New Moon
Why Not, Hemlington
I got up expecting a quiet morning, which I suppose is always a fatal thing to do. I was soaking in the bath as Ally made breakfast when the phone rang. It was Fran O'Brien who told me that my protection order has expired and that I should go to court today and renew it. Mrs Lea is on her way to us with the necessary papers. Panic. We rushed around round scalded hens. Ally is no good when hurried. Little Donna (Lea) arrived and she took me to Middlesbrough Court collecting Tim from the Master Cooper on the way. He was in a similar predicament. F.O'B had phoned again in a panic telling us not to sell any ale until the (protection) order is renewed, and so Ally went gleefully around the pub ejecting the OAPs from the lounge.We had a long wait in the magistrates' court watching skinheads being led around in chains.

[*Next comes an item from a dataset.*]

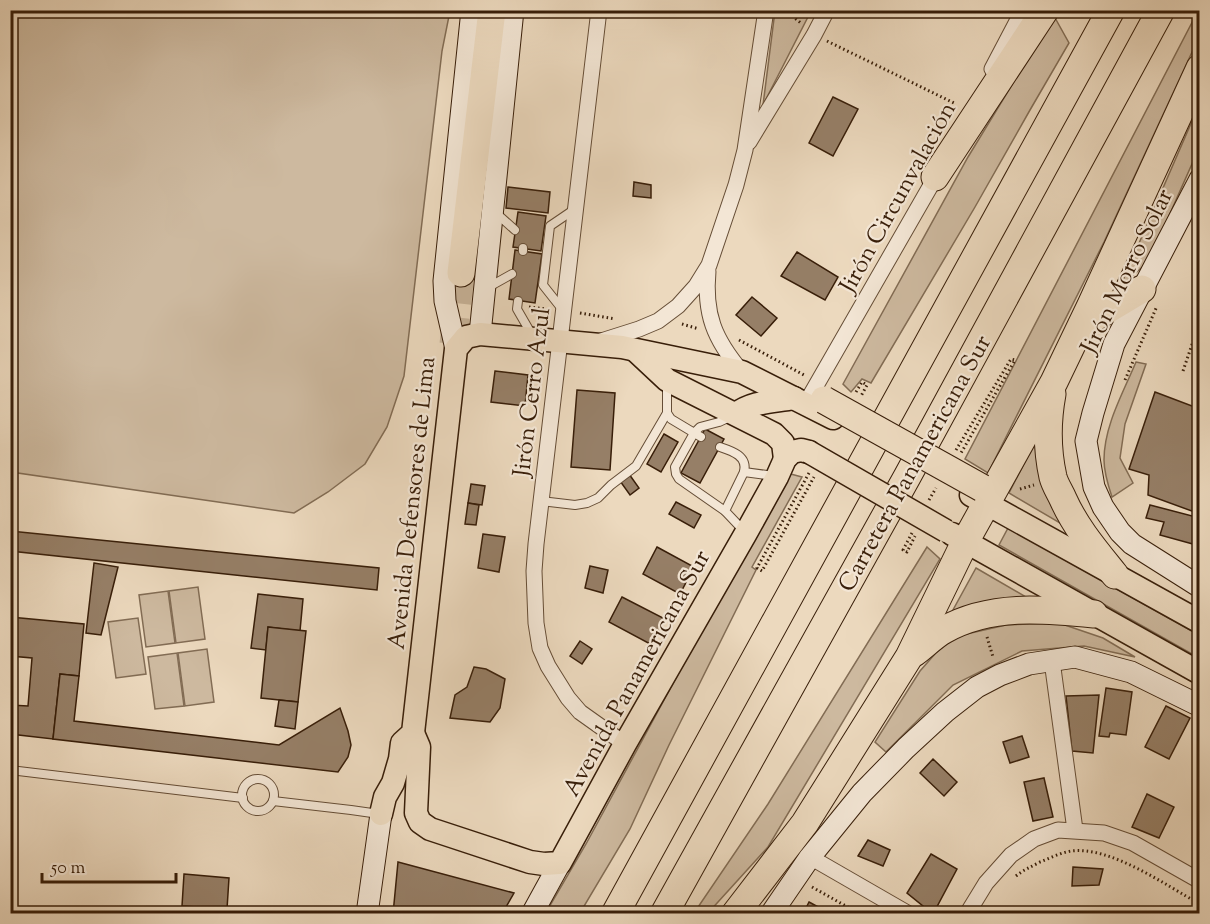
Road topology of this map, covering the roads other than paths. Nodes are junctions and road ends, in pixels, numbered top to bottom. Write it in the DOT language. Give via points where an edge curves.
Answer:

I'd have them all flogged were I on the bench. Donna Lea, oblivious to everything, sat reading Agatha Christie's 'Mystery of the Blue Train'. We were in and out of court room 6 and had our protection orders by 1:30 or 2. Tim looked like a vagrant, his clothes full of holes. The bespectacled magistrate frowned as Tim took the oath. He expects he'll be coming to the Why Not after our departure and looked very glum. Who wouldn't? Mrs Lea drove me home and had a glass of wine in the deserted lounge. The pub slowly filled with people asking why we are so very late. We showed a dull and obviously disturbed couple over the place and they went away never to be seen again. Uneventful evening. We have an hilarious letter from Sarah Collis. I can just picture her writing it. We sat in bed sniggering at her vitriolic onslaughts. The poor old YP is losing it's good people. Sarah says Stephanie is now at the Daily Mail in London, commuting from Leathley!